A história de sofrimento e morte por trás da proibição do aborto na Irlanda e da subsequente legalização

A história de sofrimento e morte por trás da proibição do aborto na Irlanda e da subsequente legalização
 A morte de Savita Halappanavar em um hospital irlandês em 2012, depois que lhe foi negado um aborto durante um aborto espontâneo, causou indignação em toda a Irlanda. Foto AP/Shawn Pogatchnik

Se a Suprema Corte dos EUA derrubar Roe versus Wade. Vadear, a decisão de 1973 que legalizou o aborto nos EUA, a nação pode se encontrar em um caminho semelhante ao trilhado pelo povo irlandês de 1983 a 2018. A projeto de decisão assinado pela maioria dos juízes conservadores vazou em maio de 2022, e indica que o tribunal pode fazer exatamente isso.

O aborto foi primeiro proibido na Irlanda através do que foi chamado de Ofensas contra a pessoa Act de 1861. Essa lei tornou-se parte da lei irlandesa quando a Irlanda conquistou a independência do Reino Unido em 1922. No início dos anos 1980, alguns ativistas católicos anti-aborto notaram a liberalização das leis de aborto em outras democracias ocidentais e temeram que o mesmo pudesse acontecer na Irlanda.

Várias organizações católicas, incluindo o Irish Catholic Doctors' Guild, a St. Joseph's Young Priests Society e a St. Thomas More Society, combinaram-se para formar o Campanha de Emenda Pró Vida. Eles começaram a promover a ideia de tornar a Irlanda um modelo de nação anti-aborto, consagrando a proibição do aborto não apenas na lei, mas na constituição do país.

Como resultado desse esforço, um referendo constitucional foi aprovado em 1983, encerrando uma campanha amarga onde apenas 54% dos eleitores elegíveis votaram. A oitava emenda constitucional da Irlanda “reconhece o direito à vida do nascituro e [deu] a devida atenção ao igual direito à vida da mãe”.

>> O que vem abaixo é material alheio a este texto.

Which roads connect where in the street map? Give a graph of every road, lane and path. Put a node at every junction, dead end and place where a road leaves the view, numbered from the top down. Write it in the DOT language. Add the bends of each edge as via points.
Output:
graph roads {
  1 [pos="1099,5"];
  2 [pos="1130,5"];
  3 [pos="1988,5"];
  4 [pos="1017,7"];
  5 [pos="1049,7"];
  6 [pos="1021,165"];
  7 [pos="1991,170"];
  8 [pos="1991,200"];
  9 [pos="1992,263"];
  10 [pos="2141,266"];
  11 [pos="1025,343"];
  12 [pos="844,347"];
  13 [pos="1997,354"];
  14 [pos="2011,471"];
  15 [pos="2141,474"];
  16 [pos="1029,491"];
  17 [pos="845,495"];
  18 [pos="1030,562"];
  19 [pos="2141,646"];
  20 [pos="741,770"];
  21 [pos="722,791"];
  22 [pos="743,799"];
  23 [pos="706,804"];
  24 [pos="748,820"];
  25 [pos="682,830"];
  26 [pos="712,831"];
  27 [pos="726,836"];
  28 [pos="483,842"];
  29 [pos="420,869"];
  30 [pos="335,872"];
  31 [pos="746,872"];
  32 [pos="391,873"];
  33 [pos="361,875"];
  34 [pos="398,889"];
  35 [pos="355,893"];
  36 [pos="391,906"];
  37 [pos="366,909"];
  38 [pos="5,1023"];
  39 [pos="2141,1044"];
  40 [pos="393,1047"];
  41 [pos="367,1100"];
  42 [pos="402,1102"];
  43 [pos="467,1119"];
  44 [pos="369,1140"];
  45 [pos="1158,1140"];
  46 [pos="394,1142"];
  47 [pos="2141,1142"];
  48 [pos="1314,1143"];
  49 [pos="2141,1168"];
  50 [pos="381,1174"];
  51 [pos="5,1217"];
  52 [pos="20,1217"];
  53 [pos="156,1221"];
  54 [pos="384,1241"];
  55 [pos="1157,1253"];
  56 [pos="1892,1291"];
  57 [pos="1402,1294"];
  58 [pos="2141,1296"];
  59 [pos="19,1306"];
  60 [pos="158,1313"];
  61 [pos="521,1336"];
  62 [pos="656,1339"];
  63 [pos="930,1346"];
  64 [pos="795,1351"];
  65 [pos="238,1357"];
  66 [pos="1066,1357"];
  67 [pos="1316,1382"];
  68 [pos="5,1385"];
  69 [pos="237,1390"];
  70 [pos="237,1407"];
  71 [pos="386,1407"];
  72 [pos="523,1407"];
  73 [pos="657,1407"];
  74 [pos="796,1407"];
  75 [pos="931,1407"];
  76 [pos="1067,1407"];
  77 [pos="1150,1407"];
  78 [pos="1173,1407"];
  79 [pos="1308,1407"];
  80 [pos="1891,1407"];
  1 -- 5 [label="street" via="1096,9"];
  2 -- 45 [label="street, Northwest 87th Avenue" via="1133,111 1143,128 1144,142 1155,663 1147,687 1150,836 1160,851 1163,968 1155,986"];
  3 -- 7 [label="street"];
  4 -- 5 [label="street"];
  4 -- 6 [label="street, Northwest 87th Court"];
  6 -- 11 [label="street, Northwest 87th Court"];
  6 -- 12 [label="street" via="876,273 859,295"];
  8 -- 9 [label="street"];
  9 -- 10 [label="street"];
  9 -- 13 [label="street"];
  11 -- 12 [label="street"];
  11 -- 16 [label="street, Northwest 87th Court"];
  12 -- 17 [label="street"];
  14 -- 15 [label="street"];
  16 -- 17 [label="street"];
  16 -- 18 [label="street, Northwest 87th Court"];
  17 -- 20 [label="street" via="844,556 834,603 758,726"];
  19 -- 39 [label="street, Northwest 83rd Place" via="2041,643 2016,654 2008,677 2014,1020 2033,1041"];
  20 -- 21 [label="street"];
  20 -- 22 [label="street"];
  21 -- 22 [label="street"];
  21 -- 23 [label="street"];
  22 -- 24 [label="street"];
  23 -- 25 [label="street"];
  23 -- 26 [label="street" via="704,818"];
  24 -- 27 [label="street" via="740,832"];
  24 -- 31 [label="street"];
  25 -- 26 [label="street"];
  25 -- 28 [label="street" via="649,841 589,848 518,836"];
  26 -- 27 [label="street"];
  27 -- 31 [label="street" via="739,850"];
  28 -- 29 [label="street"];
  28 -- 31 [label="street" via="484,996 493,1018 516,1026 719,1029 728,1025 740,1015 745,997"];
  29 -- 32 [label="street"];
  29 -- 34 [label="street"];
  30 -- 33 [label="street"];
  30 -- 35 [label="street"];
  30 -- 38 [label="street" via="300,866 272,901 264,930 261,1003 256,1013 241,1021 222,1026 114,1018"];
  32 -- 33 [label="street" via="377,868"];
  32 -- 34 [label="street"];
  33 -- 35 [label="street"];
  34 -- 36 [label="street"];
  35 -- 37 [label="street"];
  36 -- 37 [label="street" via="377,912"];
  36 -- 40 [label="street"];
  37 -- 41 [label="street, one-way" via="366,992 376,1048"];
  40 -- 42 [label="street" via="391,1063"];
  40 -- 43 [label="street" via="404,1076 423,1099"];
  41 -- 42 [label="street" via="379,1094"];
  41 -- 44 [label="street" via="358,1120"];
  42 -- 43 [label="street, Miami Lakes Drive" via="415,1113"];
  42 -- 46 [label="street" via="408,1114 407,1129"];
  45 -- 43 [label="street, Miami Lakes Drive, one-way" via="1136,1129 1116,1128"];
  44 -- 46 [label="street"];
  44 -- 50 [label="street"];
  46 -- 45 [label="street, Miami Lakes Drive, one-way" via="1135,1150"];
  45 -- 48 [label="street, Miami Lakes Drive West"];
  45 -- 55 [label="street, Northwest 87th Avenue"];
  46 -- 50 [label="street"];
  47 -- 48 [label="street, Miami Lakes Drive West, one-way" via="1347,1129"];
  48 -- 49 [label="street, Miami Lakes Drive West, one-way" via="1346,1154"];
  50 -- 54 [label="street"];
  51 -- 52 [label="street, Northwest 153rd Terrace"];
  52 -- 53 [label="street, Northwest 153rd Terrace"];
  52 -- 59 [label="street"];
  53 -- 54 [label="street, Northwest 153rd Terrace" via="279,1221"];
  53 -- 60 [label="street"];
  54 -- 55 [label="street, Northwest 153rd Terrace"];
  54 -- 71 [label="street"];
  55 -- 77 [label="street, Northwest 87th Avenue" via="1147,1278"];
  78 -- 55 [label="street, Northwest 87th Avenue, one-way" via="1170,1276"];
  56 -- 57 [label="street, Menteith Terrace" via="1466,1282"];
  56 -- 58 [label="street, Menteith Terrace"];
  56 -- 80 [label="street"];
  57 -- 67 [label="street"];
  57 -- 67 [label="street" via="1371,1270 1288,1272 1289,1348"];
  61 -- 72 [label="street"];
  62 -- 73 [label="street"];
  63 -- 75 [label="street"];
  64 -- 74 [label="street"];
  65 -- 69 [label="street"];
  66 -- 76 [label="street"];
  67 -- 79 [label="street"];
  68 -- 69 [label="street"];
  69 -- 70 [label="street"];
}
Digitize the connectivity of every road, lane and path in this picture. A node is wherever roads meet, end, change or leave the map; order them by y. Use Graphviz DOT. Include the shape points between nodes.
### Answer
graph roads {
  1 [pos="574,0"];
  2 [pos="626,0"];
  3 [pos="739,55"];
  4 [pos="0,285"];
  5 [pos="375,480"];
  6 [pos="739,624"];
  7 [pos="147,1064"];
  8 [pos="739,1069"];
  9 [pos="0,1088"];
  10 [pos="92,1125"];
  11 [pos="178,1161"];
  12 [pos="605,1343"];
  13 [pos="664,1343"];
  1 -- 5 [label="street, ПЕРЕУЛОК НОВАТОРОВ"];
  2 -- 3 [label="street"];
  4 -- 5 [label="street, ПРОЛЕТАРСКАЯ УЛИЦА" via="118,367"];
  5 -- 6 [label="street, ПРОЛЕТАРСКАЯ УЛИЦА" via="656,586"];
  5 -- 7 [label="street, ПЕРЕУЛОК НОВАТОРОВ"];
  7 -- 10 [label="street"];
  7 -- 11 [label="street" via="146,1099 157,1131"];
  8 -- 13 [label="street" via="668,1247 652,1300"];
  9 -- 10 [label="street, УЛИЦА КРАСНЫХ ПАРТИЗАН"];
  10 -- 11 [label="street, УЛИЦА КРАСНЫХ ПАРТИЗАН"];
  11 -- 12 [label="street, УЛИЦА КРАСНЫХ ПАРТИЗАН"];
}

Esta medida anti-aborto de motivação religiosa é semelhante à orientado religiosamente leis anti-aborto já está nos livros em alguns estados dos EUA, incluindo Texas, que tem uma proibição após seis semanas de gravidez, e Kentucky, que limita a cobertura do seguro de saúde privado para aborto.

O que aconteceu ao longo 35 anos depois do referendo aprovado na Irlanda foi uma batalha para legalizar o aborto. Incluiu vários processos judiciais, propostas de emendas constitucionais e intensa advocacia, terminando em 2018 com outro referendo, re-alterar a constituição irlandesa legalizar o aborto até 12 semanas de gestação.

Consequências na vida real

Mesmo antes de 1983, as pessoas que viviam na Irlanda que queriam um aborto legal já estavam viajando para a Inglaterra no que ficou conhecido como o “trilha do aborto”, pois o aborto também foi criminalizado na Irlanda do Norte. Na esteira da Oitava Emenda, uma decisão judicial irlandesa de 1986 declarou que mesmo aconselhamento sobre aborto foi proibido.

Um teste chave da lei do aborto veio em 1992. Vítima de estupro de 14 anos, que engravidou, disse em tribunal que estava contemplando o suicídio por ter sido forçada a carregar o bebê de seu estuprador. O juiz decidiu que a ameaça à sua vida não era tão grande a ponto de justificar a permissão para um aborto. Essa decisão impediu-a de sair da Irlanda por nove meses, forçando-a efetivamente a levar a gravidez a termo.

Em recurso, um tribunal superior decidiu que os pensamentos suicidas da jovem eram de fato chega de uma ameaça de vida para justificar uma rescisão legal. Mas antes que ela pudesse fazer um aborto, ela abortou.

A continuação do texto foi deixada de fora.